● TO DO
Extract all lines in the data that contain the word "Академическая".
Top of EXERCISE DATA
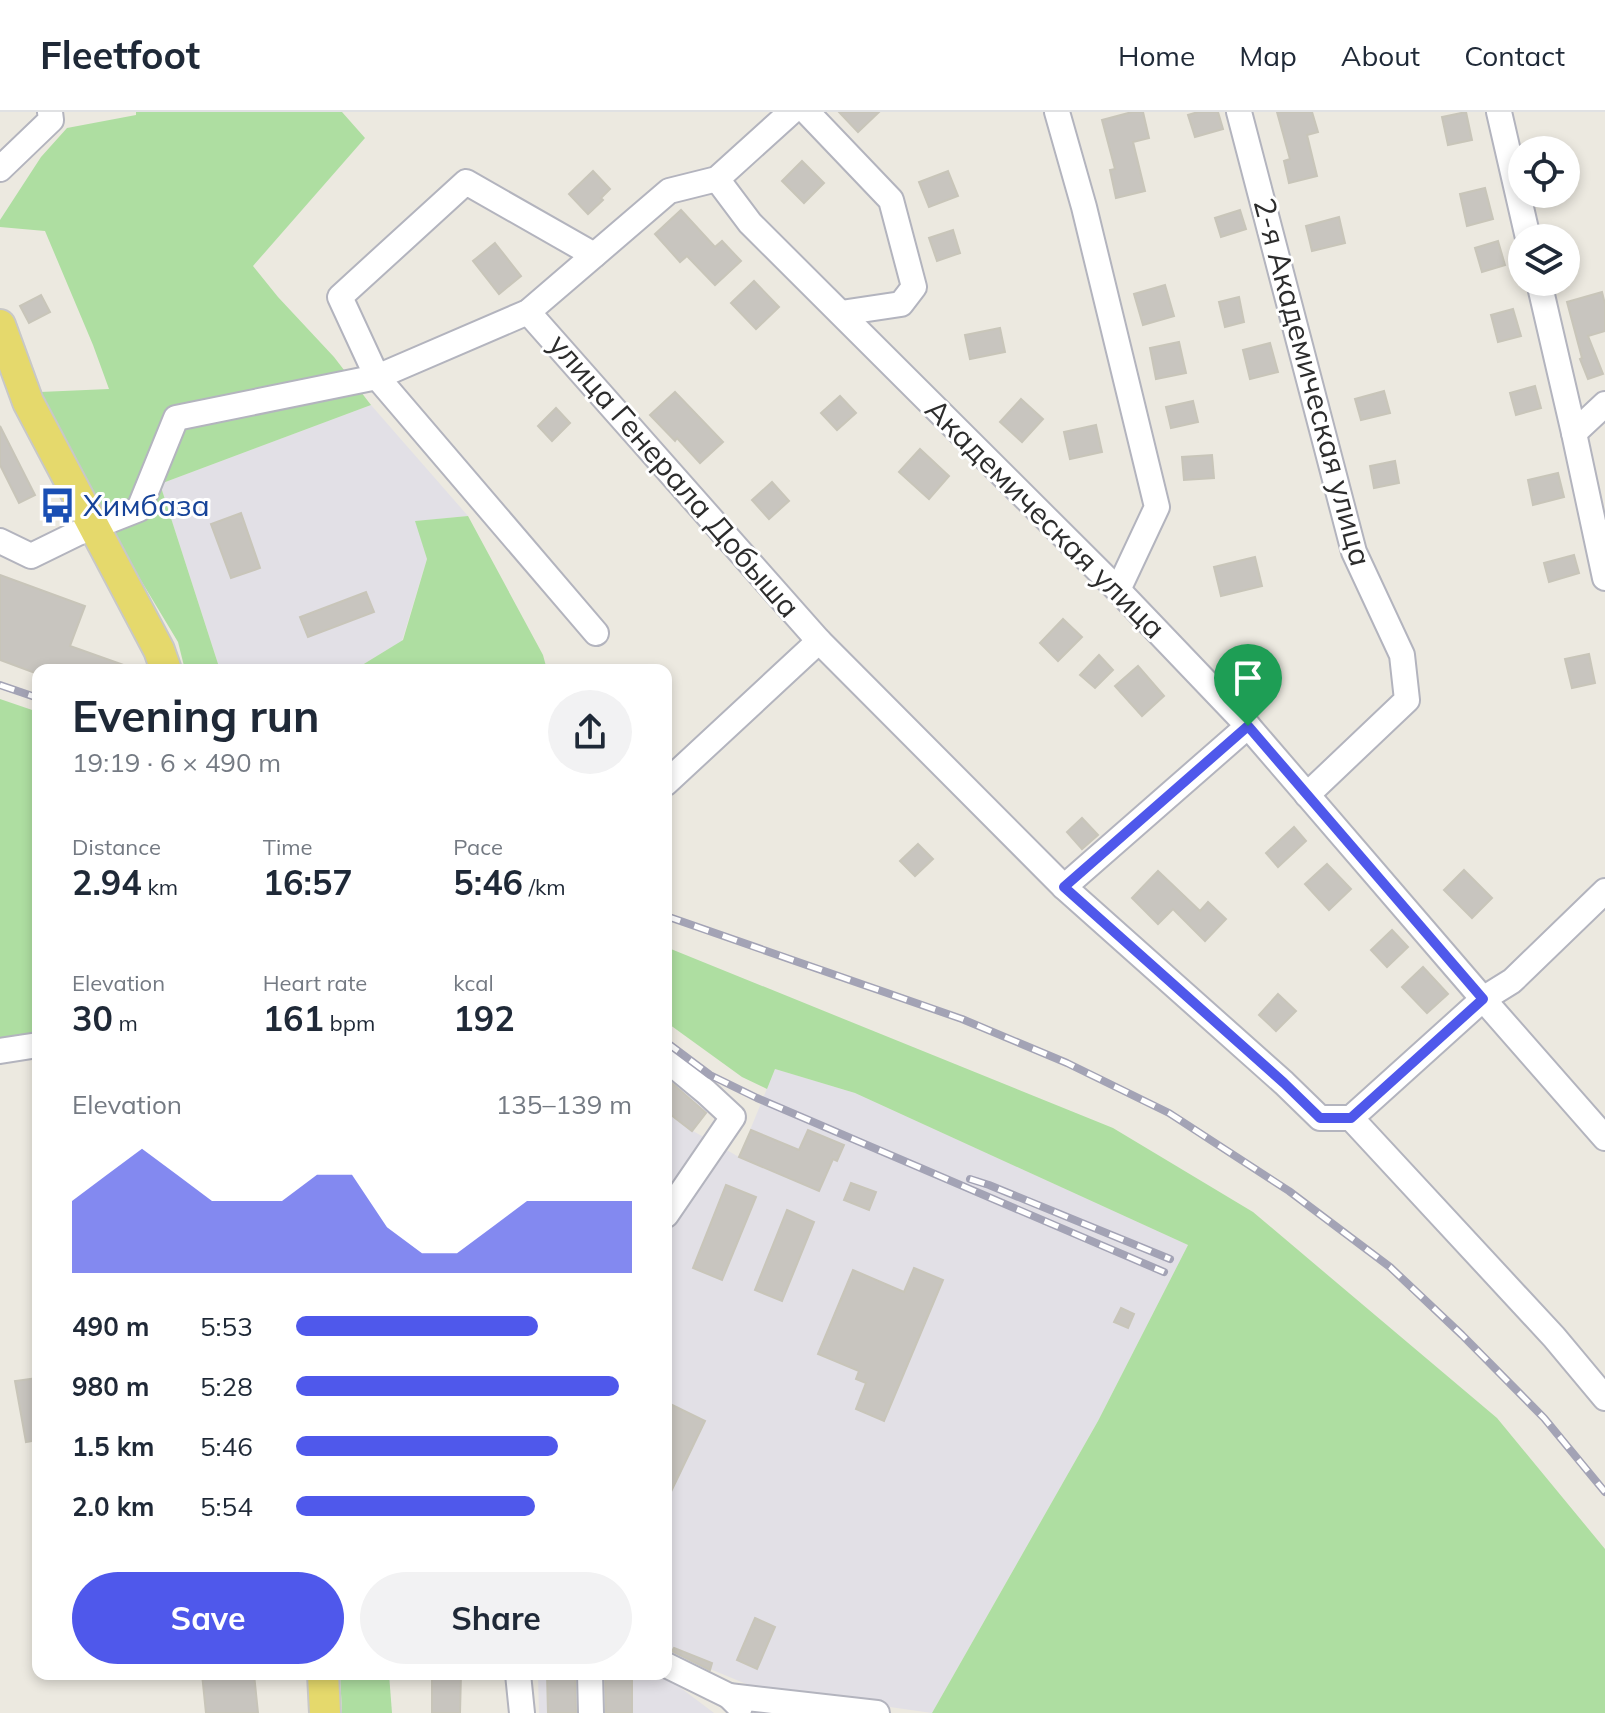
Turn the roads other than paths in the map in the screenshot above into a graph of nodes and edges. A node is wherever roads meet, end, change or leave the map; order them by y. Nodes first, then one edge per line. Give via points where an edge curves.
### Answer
1 (50, 112) edge
2 (791, 112) edge
3 (807, 112) edge
4 (1057, 112) edge
5 (1239, 112) edge
6 (1499, 112) edge
7 (0, 169) edge
8 (717, 179) junction
9 (1525, 224) edge
10 (594, 255) junction
11 (1542, 296) edge
12 (528, 312) junction
13 (841, 313) junction
14 (0, 325) edge
15 (377, 377) junction
16 (1605, 404) edge
17 (1574, 433) junction
18 (94, 528) junction
19 (0, 541) edge
20 (1605, 578) edge
21 (1118, 590) junction
22 (596, 633) dead end
23 (819, 641) junction
24 (164, 664) edge
25 (1248, 726) junction
26 (672, 777) edge
27 (1307, 795) junction
28 (1064, 887) junction
29 (1605, 891) edge
30 (1483, 999) junction
31 (32, 1046) edge
32 (0, 1051) edge
33 (672, 1064) edge
34 (1351, 1118) junction
35 (1605, 1138) edge
36 (672, 1206) edge
37 (1603, 1392) edge
38 (672, 1668) edge
39 (323, 1680) edge
40 (519, 1680) edge
41 (590, 1680) edge
42 (737, 1704) edge
43 (325, 1713) edge
44 (522, 1713) edge
45 (591, 1713) edge
46 (877, 1713) edge

1 - 7 street via 51,120
2 - 8 street
3 - 13 street via 891,200 914,287 901,304
4 - 21 street via 1157,507
5 - 27 street, 2-я Академическая улица via 1354,552 1402,655 1407,700
6 - 9 street
8 - 10 street via 669,191
8 - 13 street, Академическая улица via 750,223
10 - 12 street
10 - 15 street via 466,182 340,297
11 - 17 street
12 - 15 street
12 - 23 street, улица Генерала Добыша
13 - 21 street, Академическая улица
14 - 18 main road via 28,402
15 - 18 street via 176,418 139,509
15 - 22 street
16 - 17 street
17 - 20 street
18 - 19 street via 31,556
18 - 24 main road
21 - 25 street, Академическая улица
23 - 26 street, улица Генерала Добыша
23 - 28 street, улица Генерала Добыша
25 - 27 street, Академическая улица
25 - 28 street
27 - 30 street, Академическая улица
28 - 34 street via 1320,1118
29 - 30 street via 1512,981
30 - 34 street
30 - 35 street, Академическая улица
31 - 32 street
33 - 36 street via 733,1117
34 - 37 street
38 - 42 street
39 - 43 main road
40 - 44 street
41 - 45 street
42 - 46 street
Bottom of EXERCISE DATA
● SOLUTION TO THE EXERCISE
5 - 27 street, 2-я Академическая улица via 1354,552 1402,655 1407,700
8 - 13 street, Академическая улица via 750,223
13 - 21 street, Академическая улица
21 - 25 street, Академическая улица
25 - 27 street, Академическая улица
27 - 30 street, Академическая улица
30 - 35 street, Академическая улица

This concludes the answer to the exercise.